En fait, sans qu'ils s'en soient rendu compte, ils sont entrés dans une ZTL, une Zone à TraficLimité. Aucune barrière, aucun péage : un simple panneau blanc, carré, et arborant un cercle rouge l'indique. Cette zone est autorisée aux seuls riverains et à quelques professionnels qui ont un permis d'accès payant. Des caméras ou des bornes électroniques relèvent toutes les plaques minéralogiques pour les confronter à la base de données. Impossible donc de passer entre les mailles du filet : l'accès d'un véhicule non-autorisé est automatiquement enregistré, l'infraction transmise directement au contrevenant. Et le touriste recevra autant d'amendes que de passages devant ces bornes, même à quelques minutes d'intervalle… La facture grimpe vite quand on tourne en rond, perdu dans un dédale de rues inconnues. Sur les sites de voyages, ils sont nombreux à raconter que les autorités leur réclament 500, 700 euros. Rien qu'à Florence, selon les statistiques officielles de la ville, 40 000 contraventions de ce type ont été dressées en 2012.
L'Ambassade de France en Italie et les différents consulats sont submergés de courriers d'automobilistes français victimes de la réglementation italienne. Quels recours sont possibles ? Selon la loi italienne, l'automobiliste est tenu de payer seulement si le PV lui est notifié dans un délai de 360 jours, ce qui n'est pas toujours le cas. En effet, bien souvent, les touristes reçoivent non pas le PV, seul document valant obligation légale de paiement, mais un simple avis de paiement d'une société de recouvrement italienne ou française. Ceci dit, si le PV est effectivement reçu dans les temps, l'automobiliste a deux mois pour s'acquitter de la somme due, sans quoi elle peut doubler et des frais de notification viendront encore gonfler l'addition… Reste le recours auprès du juge de paix de la ville dans laquelle a été commise l'infraction. Il consiste en un courrier recommandé avec accusé de réception, rédigé en italien, dans lequel l'automobiliste fait preuve de sa bonne foi, invoque son ignorance de la signalétique, son hébergement dans le centre… Seulement, la procédure impose de se présenter ensuite au tribunal de la localité et se conclut rarement en faveur de l'automobiliste étranger. Seuls les vices de forme ont une chance d'aboutir.

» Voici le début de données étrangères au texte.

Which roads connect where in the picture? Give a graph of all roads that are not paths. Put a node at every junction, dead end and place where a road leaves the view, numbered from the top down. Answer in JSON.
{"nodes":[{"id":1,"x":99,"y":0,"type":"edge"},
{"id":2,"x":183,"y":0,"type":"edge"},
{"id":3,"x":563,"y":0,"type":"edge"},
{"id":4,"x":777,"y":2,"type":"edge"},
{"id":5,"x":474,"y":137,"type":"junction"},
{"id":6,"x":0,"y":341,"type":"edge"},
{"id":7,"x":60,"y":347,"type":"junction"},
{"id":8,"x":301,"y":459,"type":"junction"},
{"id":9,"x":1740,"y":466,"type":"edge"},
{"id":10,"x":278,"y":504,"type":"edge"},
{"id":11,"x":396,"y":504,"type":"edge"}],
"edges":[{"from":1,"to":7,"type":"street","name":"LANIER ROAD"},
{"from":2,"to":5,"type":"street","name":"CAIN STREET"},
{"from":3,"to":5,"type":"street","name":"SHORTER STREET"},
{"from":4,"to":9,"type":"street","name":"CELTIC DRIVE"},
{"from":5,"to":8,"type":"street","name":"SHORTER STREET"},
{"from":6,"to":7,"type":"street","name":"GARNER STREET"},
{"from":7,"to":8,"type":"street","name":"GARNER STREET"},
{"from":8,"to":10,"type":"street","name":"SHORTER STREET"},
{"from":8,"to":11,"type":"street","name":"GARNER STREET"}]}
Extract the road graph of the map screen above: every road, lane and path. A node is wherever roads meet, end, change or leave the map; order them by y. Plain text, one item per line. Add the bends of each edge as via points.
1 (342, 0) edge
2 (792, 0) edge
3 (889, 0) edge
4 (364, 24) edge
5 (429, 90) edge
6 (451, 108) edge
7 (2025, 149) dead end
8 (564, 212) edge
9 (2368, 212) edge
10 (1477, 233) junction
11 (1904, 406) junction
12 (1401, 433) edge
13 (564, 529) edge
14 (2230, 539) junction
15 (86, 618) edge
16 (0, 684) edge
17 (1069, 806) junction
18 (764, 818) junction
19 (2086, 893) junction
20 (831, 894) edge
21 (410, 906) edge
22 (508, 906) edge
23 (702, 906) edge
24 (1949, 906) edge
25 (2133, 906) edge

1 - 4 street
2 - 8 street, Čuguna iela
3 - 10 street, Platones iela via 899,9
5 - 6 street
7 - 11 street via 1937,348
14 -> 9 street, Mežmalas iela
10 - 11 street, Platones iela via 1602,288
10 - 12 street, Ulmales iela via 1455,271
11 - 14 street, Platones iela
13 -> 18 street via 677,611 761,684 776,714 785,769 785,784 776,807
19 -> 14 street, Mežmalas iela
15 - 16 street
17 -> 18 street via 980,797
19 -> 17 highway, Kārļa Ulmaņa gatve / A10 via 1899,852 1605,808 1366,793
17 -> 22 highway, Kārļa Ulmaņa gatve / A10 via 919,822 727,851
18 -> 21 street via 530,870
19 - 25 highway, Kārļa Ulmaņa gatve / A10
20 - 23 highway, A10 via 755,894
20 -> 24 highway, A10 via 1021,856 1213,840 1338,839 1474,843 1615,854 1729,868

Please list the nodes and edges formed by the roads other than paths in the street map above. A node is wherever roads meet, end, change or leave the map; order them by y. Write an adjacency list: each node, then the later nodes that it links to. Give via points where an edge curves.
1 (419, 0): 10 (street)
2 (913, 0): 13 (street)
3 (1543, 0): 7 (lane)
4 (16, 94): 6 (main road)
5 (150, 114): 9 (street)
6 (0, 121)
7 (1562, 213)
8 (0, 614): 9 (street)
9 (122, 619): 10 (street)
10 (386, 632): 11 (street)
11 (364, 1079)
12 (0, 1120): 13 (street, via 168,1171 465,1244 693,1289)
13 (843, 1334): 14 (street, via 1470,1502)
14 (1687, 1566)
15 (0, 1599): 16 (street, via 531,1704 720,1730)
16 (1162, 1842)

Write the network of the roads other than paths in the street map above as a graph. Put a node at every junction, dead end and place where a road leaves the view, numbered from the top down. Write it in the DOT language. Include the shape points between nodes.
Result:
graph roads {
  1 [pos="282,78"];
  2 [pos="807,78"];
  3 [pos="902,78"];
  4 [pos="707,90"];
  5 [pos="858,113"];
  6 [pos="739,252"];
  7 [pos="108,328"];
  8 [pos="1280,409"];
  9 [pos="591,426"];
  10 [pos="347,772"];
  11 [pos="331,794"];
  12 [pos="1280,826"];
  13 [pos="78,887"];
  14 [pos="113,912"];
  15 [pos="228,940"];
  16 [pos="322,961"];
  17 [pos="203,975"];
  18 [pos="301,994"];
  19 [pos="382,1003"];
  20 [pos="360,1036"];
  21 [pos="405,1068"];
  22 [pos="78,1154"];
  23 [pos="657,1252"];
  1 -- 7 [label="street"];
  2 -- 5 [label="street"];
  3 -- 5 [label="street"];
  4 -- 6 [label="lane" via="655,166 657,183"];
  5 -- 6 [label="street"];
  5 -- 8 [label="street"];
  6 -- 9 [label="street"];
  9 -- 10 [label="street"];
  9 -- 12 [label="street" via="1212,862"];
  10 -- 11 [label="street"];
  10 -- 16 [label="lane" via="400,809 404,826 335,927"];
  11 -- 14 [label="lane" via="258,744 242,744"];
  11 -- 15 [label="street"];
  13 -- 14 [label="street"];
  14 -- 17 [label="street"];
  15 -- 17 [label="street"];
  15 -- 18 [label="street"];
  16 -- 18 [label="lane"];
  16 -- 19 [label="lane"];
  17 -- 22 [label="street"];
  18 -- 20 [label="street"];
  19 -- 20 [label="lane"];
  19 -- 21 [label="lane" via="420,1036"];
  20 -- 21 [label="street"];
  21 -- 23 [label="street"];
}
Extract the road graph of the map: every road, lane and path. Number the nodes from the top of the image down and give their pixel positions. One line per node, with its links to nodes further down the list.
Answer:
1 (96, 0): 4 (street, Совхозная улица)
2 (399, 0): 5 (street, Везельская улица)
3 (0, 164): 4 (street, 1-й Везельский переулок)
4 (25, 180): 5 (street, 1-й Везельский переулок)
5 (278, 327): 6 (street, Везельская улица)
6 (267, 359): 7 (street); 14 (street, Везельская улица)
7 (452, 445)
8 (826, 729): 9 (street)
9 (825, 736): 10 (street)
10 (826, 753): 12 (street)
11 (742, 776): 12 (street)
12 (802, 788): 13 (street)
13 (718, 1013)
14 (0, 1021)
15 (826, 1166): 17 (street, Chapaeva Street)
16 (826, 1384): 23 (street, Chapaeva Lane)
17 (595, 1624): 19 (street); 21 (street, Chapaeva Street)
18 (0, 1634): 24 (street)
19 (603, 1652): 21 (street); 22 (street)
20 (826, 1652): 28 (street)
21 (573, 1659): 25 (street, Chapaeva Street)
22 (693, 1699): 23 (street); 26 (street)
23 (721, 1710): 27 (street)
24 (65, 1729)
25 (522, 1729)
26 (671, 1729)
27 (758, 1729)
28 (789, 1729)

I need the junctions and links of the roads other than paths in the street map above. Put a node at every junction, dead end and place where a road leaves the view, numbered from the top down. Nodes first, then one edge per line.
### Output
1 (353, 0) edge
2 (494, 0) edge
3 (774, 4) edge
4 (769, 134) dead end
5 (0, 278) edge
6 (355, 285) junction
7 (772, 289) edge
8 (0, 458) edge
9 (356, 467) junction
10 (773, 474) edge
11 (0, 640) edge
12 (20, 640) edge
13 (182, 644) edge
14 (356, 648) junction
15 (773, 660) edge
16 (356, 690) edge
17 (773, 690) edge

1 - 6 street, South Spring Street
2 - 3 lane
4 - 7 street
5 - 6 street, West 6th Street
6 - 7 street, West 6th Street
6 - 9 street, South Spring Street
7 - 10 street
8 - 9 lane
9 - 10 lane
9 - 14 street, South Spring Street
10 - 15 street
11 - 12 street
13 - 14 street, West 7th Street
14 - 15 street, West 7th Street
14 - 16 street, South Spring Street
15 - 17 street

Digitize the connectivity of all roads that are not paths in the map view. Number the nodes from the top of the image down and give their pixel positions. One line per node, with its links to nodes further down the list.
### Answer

SUÈDE : 40 % D'ÉMISSIONS DE PARTICULES EN MOINS

Si l'opération s'avère fort lucrative pour les collectivités italiennes - qui souffrent par ailleurs d'une baisse des dotations de l'État depuis la crise - les bénéfices attendus portent avant tout sur la qualité de l'air et la qualité de vie. Il s'agit de réduire le trafic dans les centres-villes pollués et congestionnés. Outre l'Italie, dix autres pays européens ont adopté des mesures pour restreindre l'accès au cœur des villes.
En tout, en Europe, 200 villes ont instauré des zones interdites aux véhicules les plus polluants, des “Low Emission Zones” (LEZ), zones à faibles émissions pour se conformer aux valeurs limites mentionnées dans la directive européenne sur la qualité de l'air de 2008. La Suède a été la première à expérimenter le dispositif en 1996 et enregistrerait une réduction de 40 % des émissions de particules et de 10 % pour le dioxyde d'azote. “Ce n'est pas la solution à tous les problèmes mais c'est une action nécessaire pour améliorer efficacement la qualité de l'air. Pour les particules, il faut non seulement agir sur le transport routier mais aussi sur le chauffage, l'industrie”, explique Gilles Aymoz, chef du service de la qualité de l'air à l'Ademe (Agence de l'environnement et de la maîtrise de l'énergie).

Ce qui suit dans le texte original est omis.